It is generally believed that the conversion of methanol to B acid catalyzes the reaction, and the acid sites of B acid are mainly derived from the bridging hydroxyl group in the molecular sieve, that is, SiOHAl. However, in the process of methanol conversion to propylene, in order to improve the selectivity of propylene, it is generally necessary to carry out certain post-treatment operations on molecular sieves, so as to realize the modulation of acid sites. Chinese patent applications CN 200710039068.0, CN 200710043956.X and CN 200610117872.1 are treated with ammonium solution or acid solution, and then treated with steam and acid solution to prepare methanol conversion to propylene catalyst, which solves the problem of low catalyst P/E ratio and catalyst hydrothermal stability The problem of poor performance, but the process steps are various, which is not conducive to industrial promotion. There is also a catalyst prepared by combining Ce and dilute nitric acid, but its catalytic life is short.

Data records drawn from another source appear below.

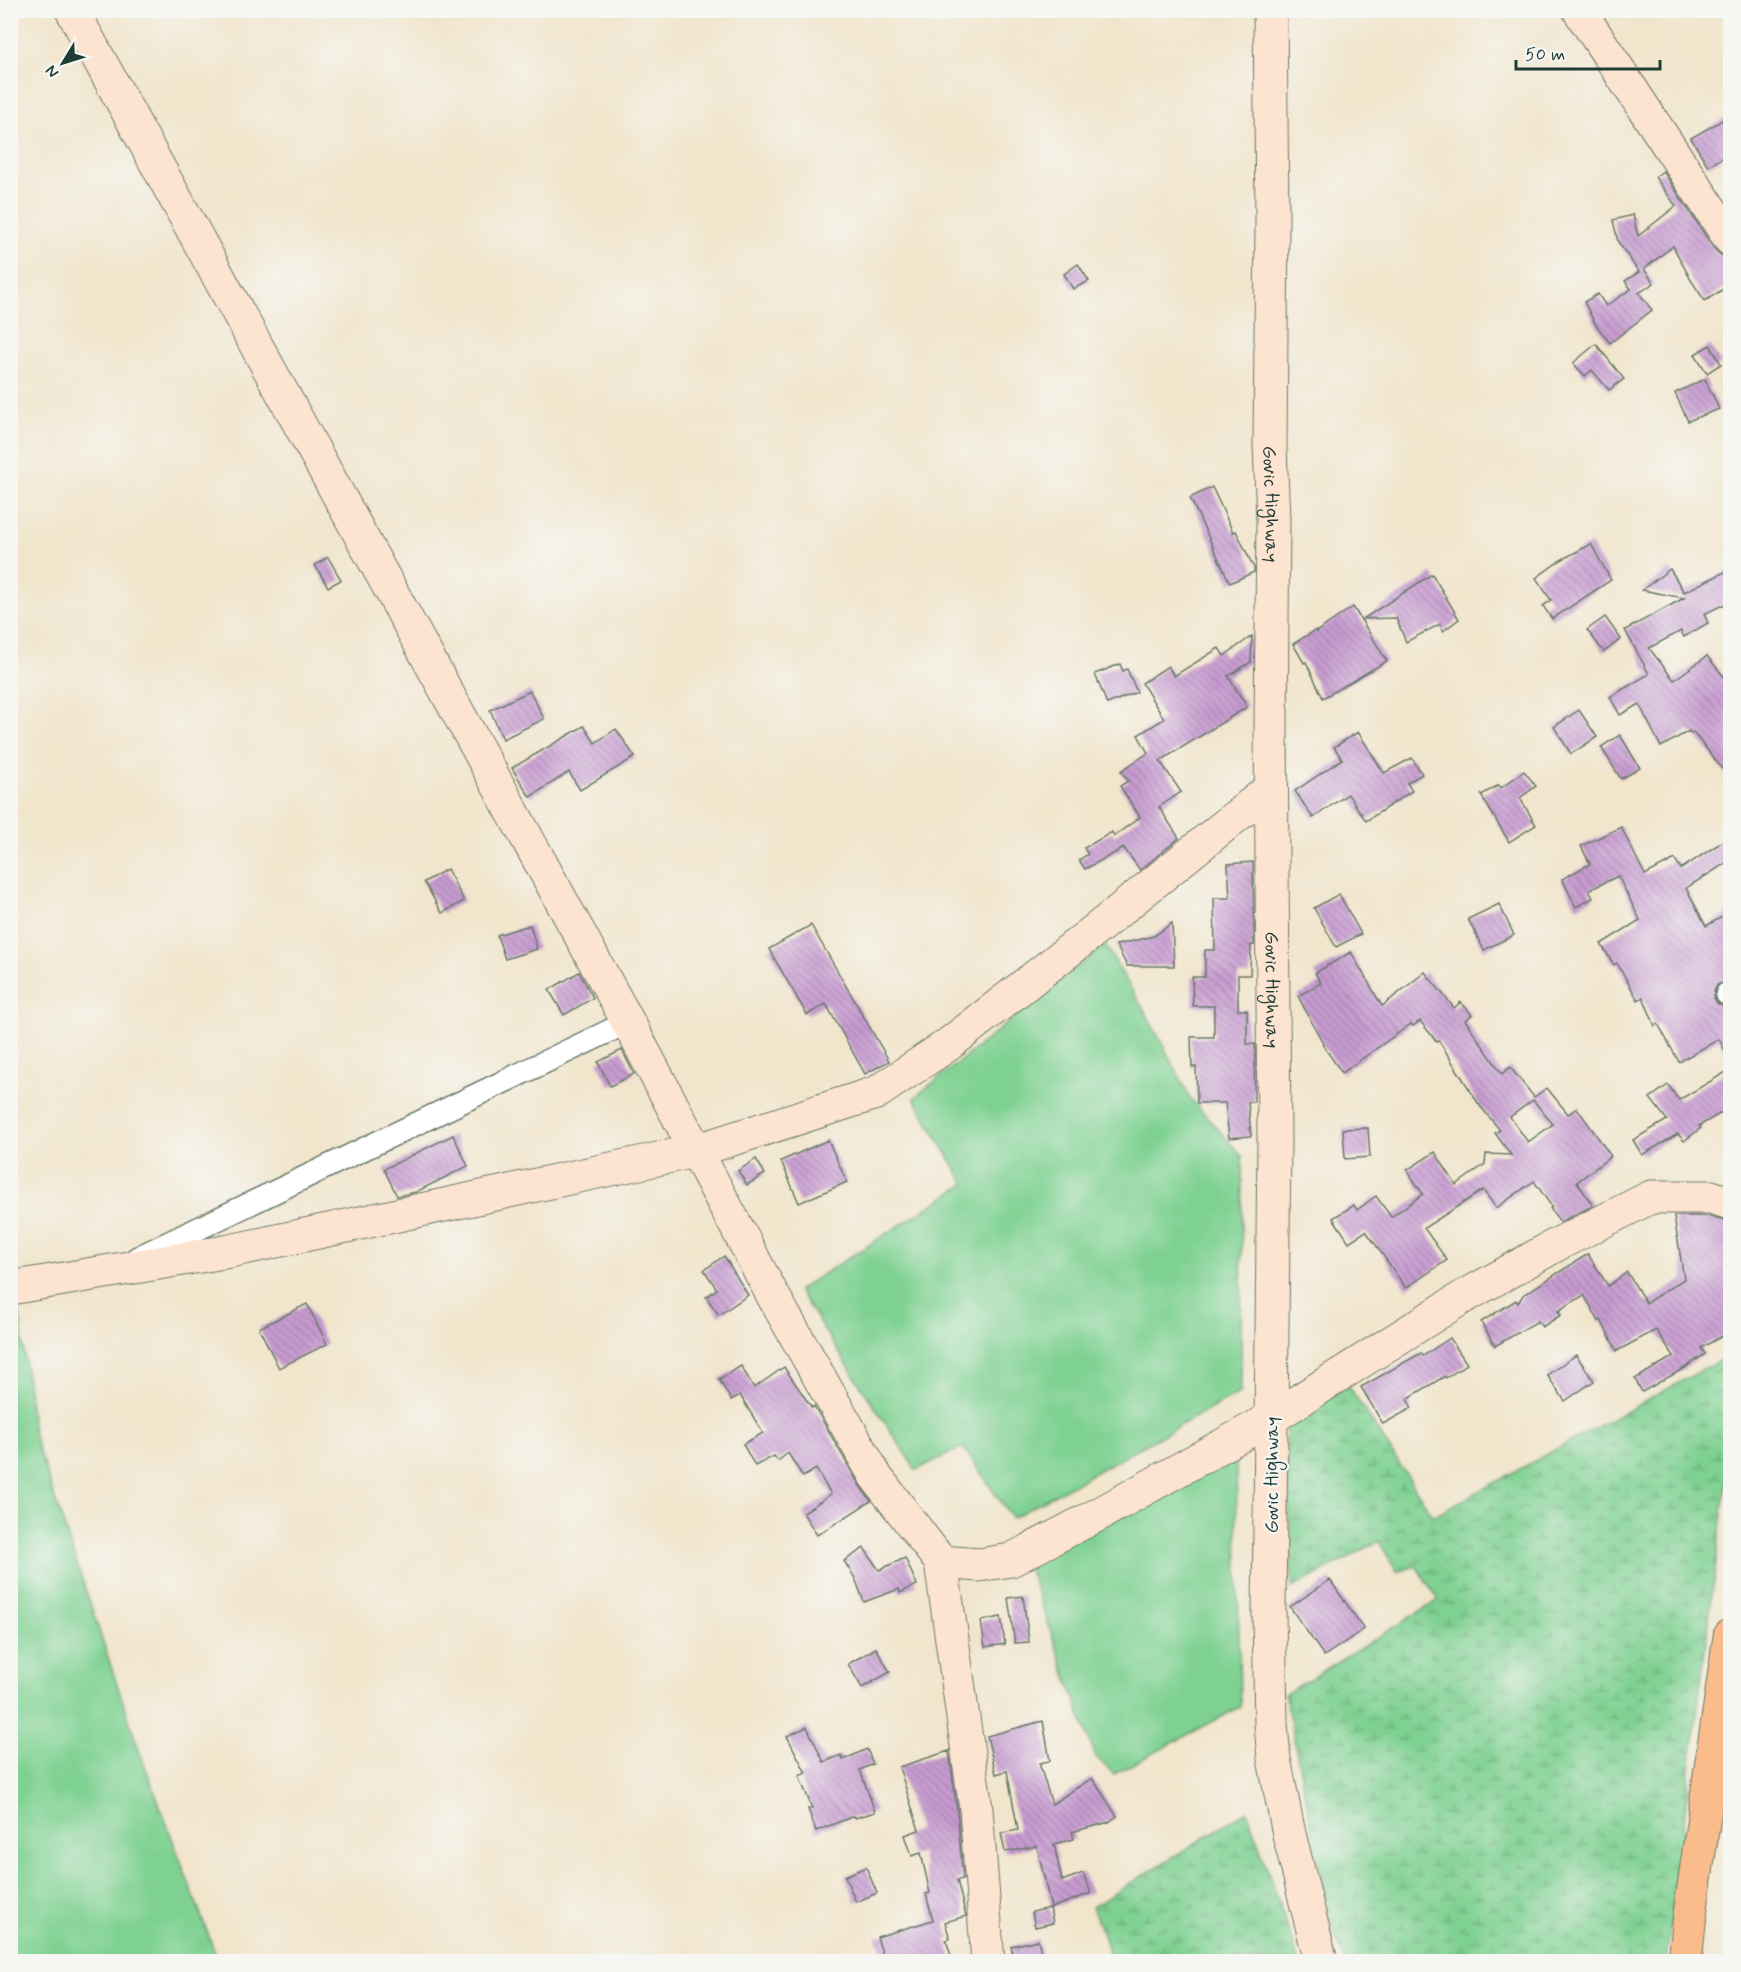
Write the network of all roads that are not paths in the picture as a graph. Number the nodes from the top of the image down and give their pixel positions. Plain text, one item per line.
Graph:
1 (72, 10) edge
2 (1270, 10) edge
3 (1579, 10) edge
4 (1731, 239) edge
5 (1271, 788) junction
6 (627, 1022) junction
7 (695, 1151) junction
8 (1731, 1203) edge
9 (108, 1272) junction
10 (10, 1288) edge
11 (1270, 1419) junction
12 (941, 1562) junction
13 (1731, 1636) edge
14 (988, 1962) edge
15 (1321, 1962) edge
16 (1686, 1962) edge

1 - 6 street
2 - 5 street, Govic Highway
3 - 4 street
5 - 7 street
5 - 11 street, Govic Highway
6 - 7 street
6 - 9 street
7 - 9 street
7 - 12 street
8 - 11 street
9 - 10 street
11 - 12 street
11 - 15 street, Govic Highway
12 - 14 street
13 - 16 main road

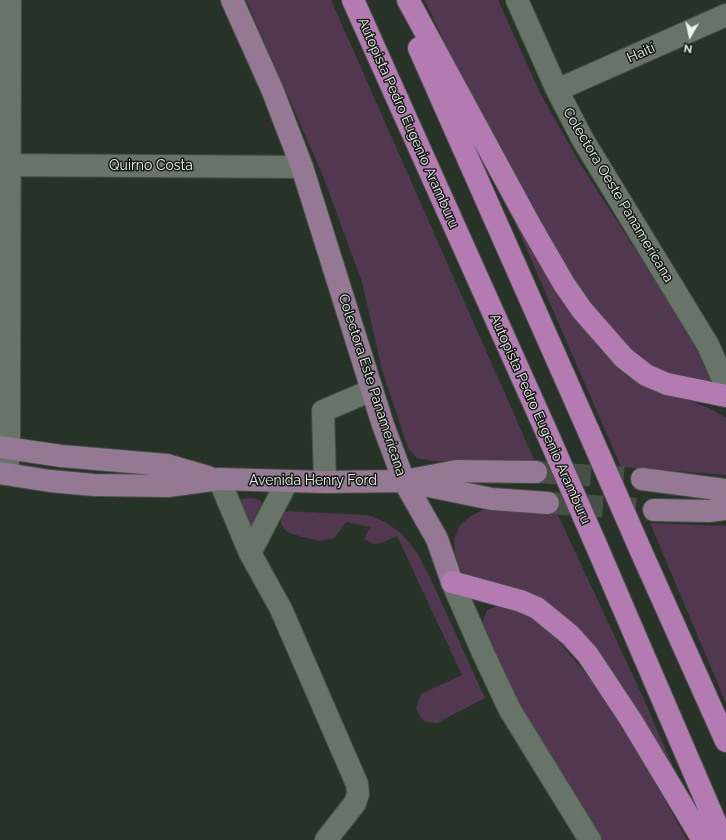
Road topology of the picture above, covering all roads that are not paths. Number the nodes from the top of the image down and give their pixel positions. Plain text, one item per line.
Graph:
1 (10, 0) edge
2 (232, 0) edge
3 (353, 0) edge
4 (398, 0) edge
5 (408, 0) edge
6 (517, 0) edge
7 (726, 16) edge
8 (557, 90) junction
9 (5, 165) edge
10 (302, 167) junction
11 (726, 386) edge
12 (372, 390) junction
13 (726, 396) edge
14 (4, 448) edge
15 (536, 472) tunnel mouth
16 (3, 473) edge
17 (642, 479) tunnel mouth
18 (219, 480) junction
19 (404, 481) junction
20 (287, 482) junction
21 (325, 482) junction
22 (726, 490) edge
23 (548, 504) tunnel mouth
24 (726, 509) edge
25 (654, 510) tunnel mouth
26 (250, 553) junction
27 (452, 582) junction
28 (726, 741) edge
29 (326, 840) edge
30 (590, 840) edge
31 (702, 840) edge
32 (723, 840) edge

1 - 9 street
2 - 10 main road, Colectora Este Panamericana
3 - 32 highway, Autopista Pedro Eugenio Aramburu, bridge
4 - 28 highway, bridge
5 - 13 highway
6 - 8 street, Colectora Oeste Panamericana
7 - 8 street, Haití
8 - 11 street, Colectora Oeste Panamericana
9 - 10 street, Quirno Costa
9 - 14 street
10 - 12 main road, Colectora Este Panamericana
12 - 19 main road, Colectora Este Panamericana
12 - 21 street
14 - 16 street
14 - 18 main road, Avenida Henry Ford
15 - 19 main road
16 - 18 main road, Avenida Henry Ford
17 - 22 main road
18 - 20 main road, Avenida Henry Ford
18 - 26 street
19 - 21 main road, Avenida Henry Ford
19 - 23 main road, Avenida Henry Ford
19 - 27 main road, Colectora Este Panamericana
20 - 21 main road, Avenida Henry Ford
20 - 26 street
24 - 25 main road
26 - 29 street
27 - 30 street, Colectora Este Panamericana
27 - 31 highway

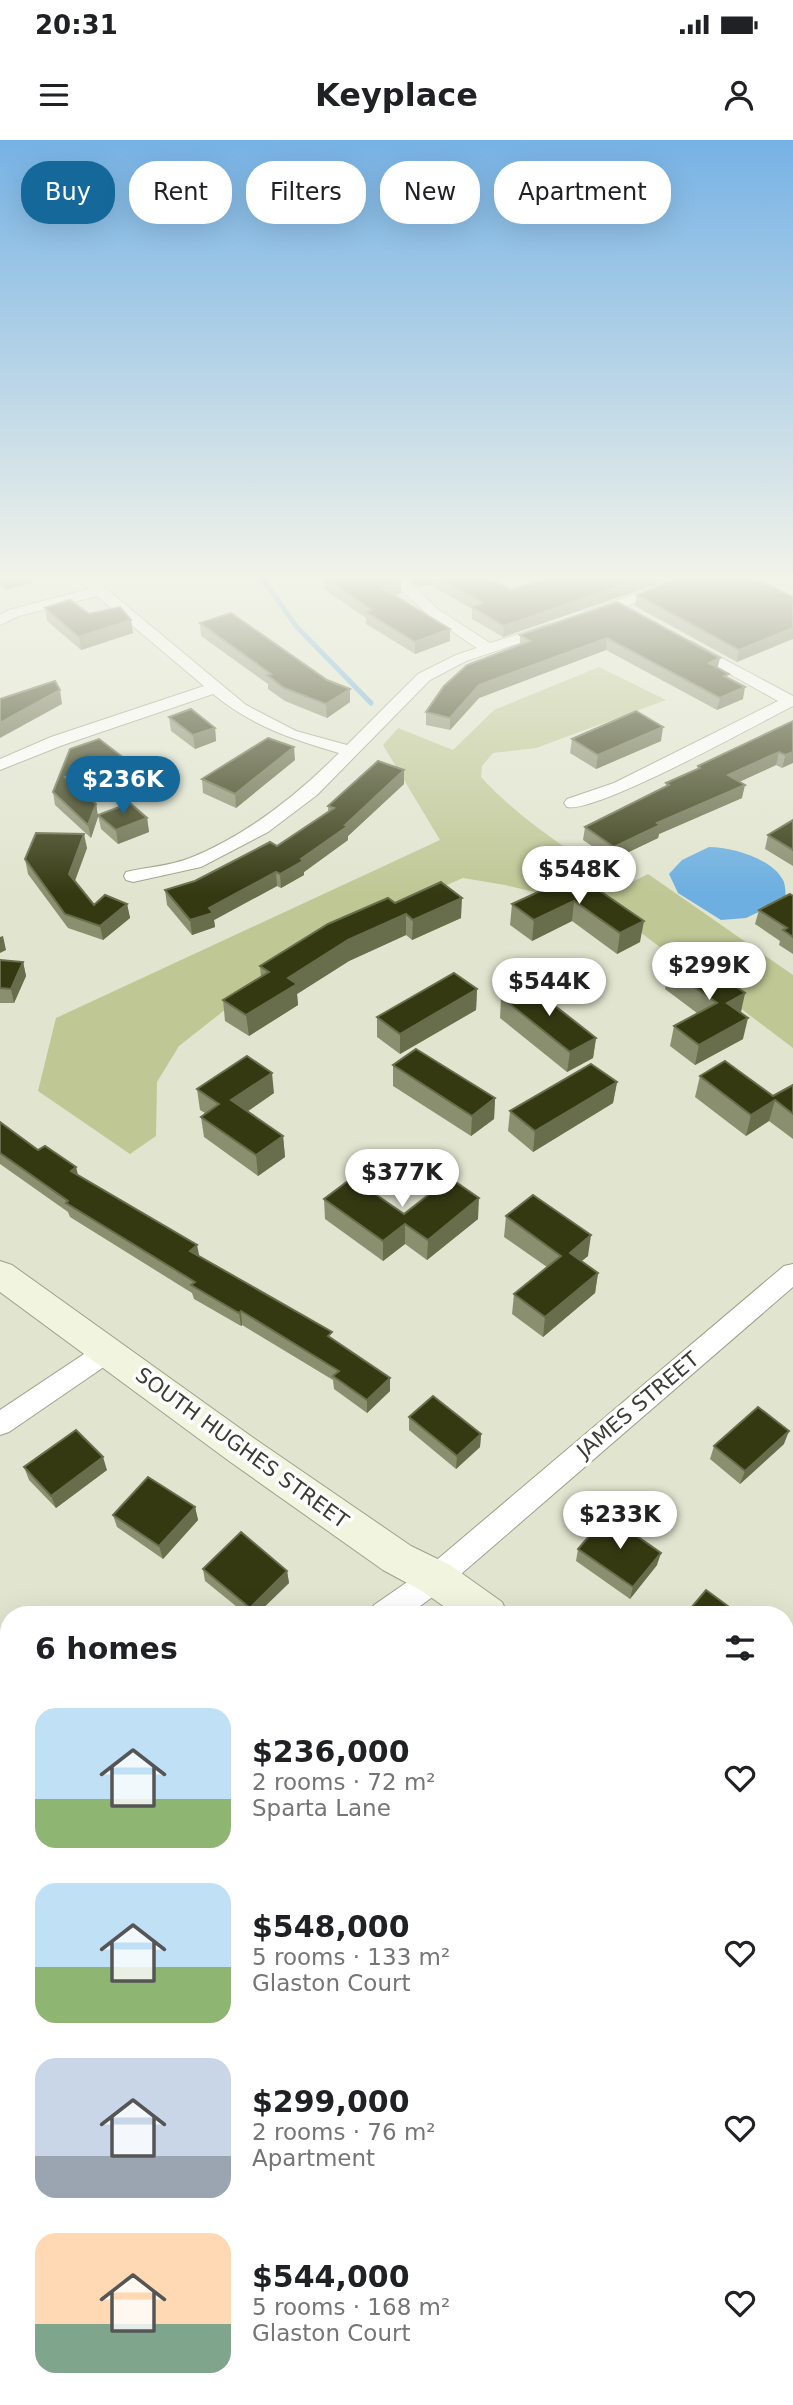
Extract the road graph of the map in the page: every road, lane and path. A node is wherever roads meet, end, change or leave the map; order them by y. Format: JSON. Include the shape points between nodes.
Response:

Or use rare earth elements La and P, Mg, or use elements Zr and P, or use element W to modify ZSM-5 molecular sieve, and realize the purpose of improving the single-pass selectivity of propylene and the P/E ratio. However, the above-mentioned rare earth or other precious metal elements used for modification are expensive, and the industrialization cost is relatively high. Chinese patent application 201310218415.1 discloses a catalyst for the conversion of methanol to produce gasoline while taking into account the yield of propylene and its preparation method. The ZSM-11 molecular sieve has a hierarchical pore structure of mesopores and micropores and a nanorod plug-in morphology. The aluminum ratio is 30-300, and the evaluation results show that the gasoline conversion rate, propylene yield and P/E are flexible in the ranges of 26.51-66.31%, 8.54-41.35%, and 1.23-5.35, respectively, but the propylene carbon-based yield And the P/E value is relatively low.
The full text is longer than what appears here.